My thoughts here are very closely related to my motivations behind my Saving Board Games from the Gamers articles earlier in the month. I questioned and criticized people who I felt were unreasonably fascinated with the gaming scene, most especially the people filling the role of journalist in the fandom (especially problematic due to a lack of appropriate critical regard).

The problem is in where this gets me. Because basically this gets me nowhere.
Alfred Kinsey is attributed to have said “A nymphomaniac is someone who has more sex than you”, and it seems here that all I am doing is looking down on people who enjoy a thing more than I do. I end up feeling put off due to an impression that they are excessive, impulsive, lack “critical regard”, or are in need of a dose of personal introspection. The net result of this is that I alienate myself from participants in my chosen subculture, which creates needless social tension and makes me unhappy.
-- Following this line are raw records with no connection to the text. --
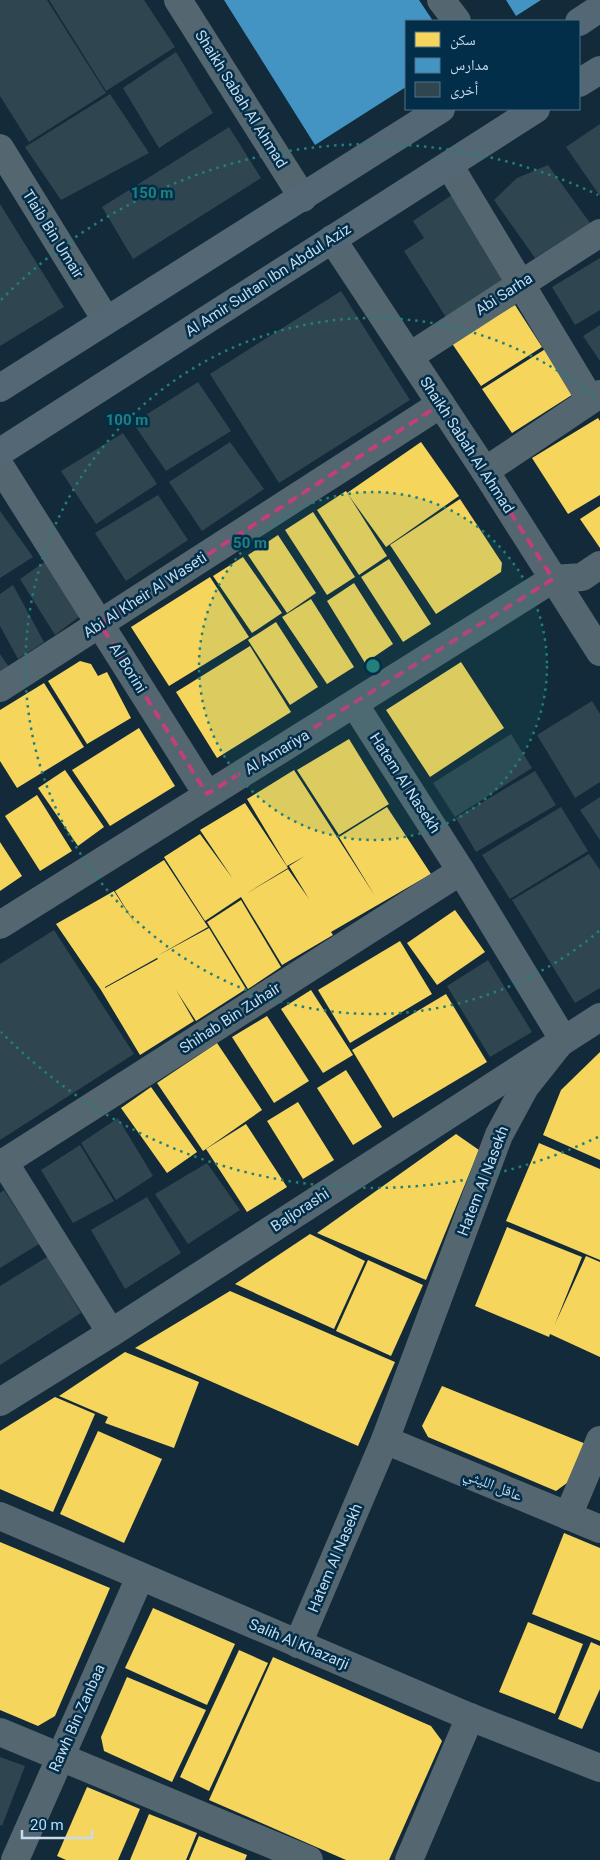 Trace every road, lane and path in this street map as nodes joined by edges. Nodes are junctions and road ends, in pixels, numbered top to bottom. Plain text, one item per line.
1 (178, 0) edge
2 (441, 0) edge
3 (600, 8) edge
4 (456, 20) edge
5 (580, 21) edge
6 (600, 70) edge
7 (580, 82) edge
8 (439, 110) edge
9 (534, 110) edge
10 (0, 148) edge
11 (449, 165) junction
12 (303, 198) junction
13 (600, 233) edge
14 (332, 239) junction
15 (519, 284) junction
16 (106, 320) junction
17 (410, 356) junction
18 (0, 388) edge
19 (595, 396) edge
20 (441, 404) junction
21 (0, 452) edge
22 (0, 466) edge
23 (485, 471) junction
24 (600, 565) edge
25 (553, 578) junction
26 (100, 624) junction
27 (600, 652) edge
28 (0, 688) edge
29 (355, 704) junction
30 (207, 794) junction
31 (461, 871) junction
32 (0, 925) edge
33 (600, 1016) edge
34 (563, 1039) junction
35 (2, 1164) edge
36 (111, 1334) junction
37 (0, 1402) edge
38 (385, 1440) junction
39 (600, 1440) edge
40 (0, 1516) edge
41 (568, 1516) junction
42 (600, 1529) edge
43 (140, 1577) junction
44 (298, 1644) junction
45 (470, 1716) junction
46 (0, 1732) edge
47 (59, 1756) junction
48 (600, 1768) edge
49 (15, 1860) edge
50 (309, 1860) edge
51 (409, 1860) edge

1 - 12 street, Shaikh Sabah Al Ahmad
2 - 4 street
3 - 5 street
6 - 7 street
8 - 12 street
9 - 11 street, Al Amir Sultan Ibn Abdul Aziz
10 - 16 street, Tlaib Bin Umair
11 - 14 street, Al Amir Sultan Ibn Abdul Aziz
11 - 15 street
12 - 16 street
13 - 15 street, Abi Sarha
14 - 17 street, Shaikh Sabah Al Ahmad
14 - 21 street, Al Amir Sultan Ibn Abdul Aziz
15 - 17 street, Abi Sarha
15 - 19 street
16 - 18 street
17 - 20 street, Shaikh Sabah Al Ahmad
19 - 23 street
20 - 23 street, Shaikh Sabah Al Ahmad
20 - 26 street, Abi Al Kheir Al Waseti
22 - 26 street, Al Borini
23 - 25 street, Shaikh Sabah Al Ahmad
24 - 25 street
25 - 27 street, Shaikh Sabah Al Ahmad
25 - 29 street, Al Amariya
26 - 28 street, Abi Al Kheir Al Waseti
26 - 30 street, Al Borini
29 - 30 street, Al Amariya
29 - 31 street, Hatem Al Nasekh
30 - 32 street, Al Amariya
31 - 34 street, Hatem Al Nasekh
31 - 35 street, Shihab Bin Zuhair
33 - 34 street, Baljorashi
34 - 36 street, Baljorashi
34 - 38 street, Hatem Al Nasekh
35 - 36 street
36 - 37 street, Baljorashi
38 - 41 street, عاقل الليثي
38 - 44 street, Hatem Al Nasekh
39 - 41 street
40 - 43 street, Salih Al Khazarji
41 - 42 street, عاقل الليثي
43 - 44 street, Salih Al Khazarji
43 - 47 street, Rawh Bin Zanbaa
44 - 45 street, Salih Al Khazarji
45 - 48 street, Salih Al Khazarji
45 - 51 street
46 - 47 street
47 - 49 street, Rawh Bin Zanbaa
47 - 50 street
I do not mean to create animosity, but allow me to be open and specific. Some of the people in that thread are fucking insane. They are collecting the most ridiculous and worthless toys and displaying them lavishly on decrepit and abused furniture presumably they don’t replace because they just spent a fortune on toys. Indulgence is one thing, advertising pride in an obsession is another. It is the same for the lunatics who have 500, 1000, or 1500 board games. Whatever on earth could drive you to amass such a pointless collection, and why are you proud of your non-achievement?
Sigh.
It’s not that I don’t have a point, it’s that I don’t understand what my feelings are about, or how I can overcome them. We all have our unique fixations and fantasies, hopes and desires, and the only thing we really need from each other is tolerance. A lot of the time I am very tolerant. So why my difficulty here?
I found this to be a very interesting posting. I come from a family of real collectors, or as we usually put it packrats. Most extreme example? My great grandmother’s house had a basment containing every newspaper that had ever been delivered to the house. Easily twenty years worth of dailies. When we cleaned that house out to be sold , it lead to my own introspective moment. I immediately got rid of all the back issues of PC Games magazine I had managed to accumulate.
The collecting of newspapers and magazines represented the collecting of knowledge to me, and I realized the knowledge had already been absorbed, used and mostly forgotten as obsolete. When it comes to these toys, they can end up being more like art. As you said, being a fetish representing a story that you feel had some impact on you.
Personally I feel that having too many fetish items together tends to dilute them all, taking away much of the meaning behind why you might choose to reinforce the memory of what it represents.
As soon as I read your post I distinguished a simple tendency to packrat from the sort of obsession that is really bothering me. The passive behaviour of neglecting to discard something is quite different from the sort of mental steps one needs to take to value plastic models enough to spend hundreds of dollars on them.
I guess another facet is that the ability to appreciate such items seems also extraordinarily marginalized, and thus the collection of them is like signing up to be an outcast.
So what is the motivation here? I still fail to understand it utterly.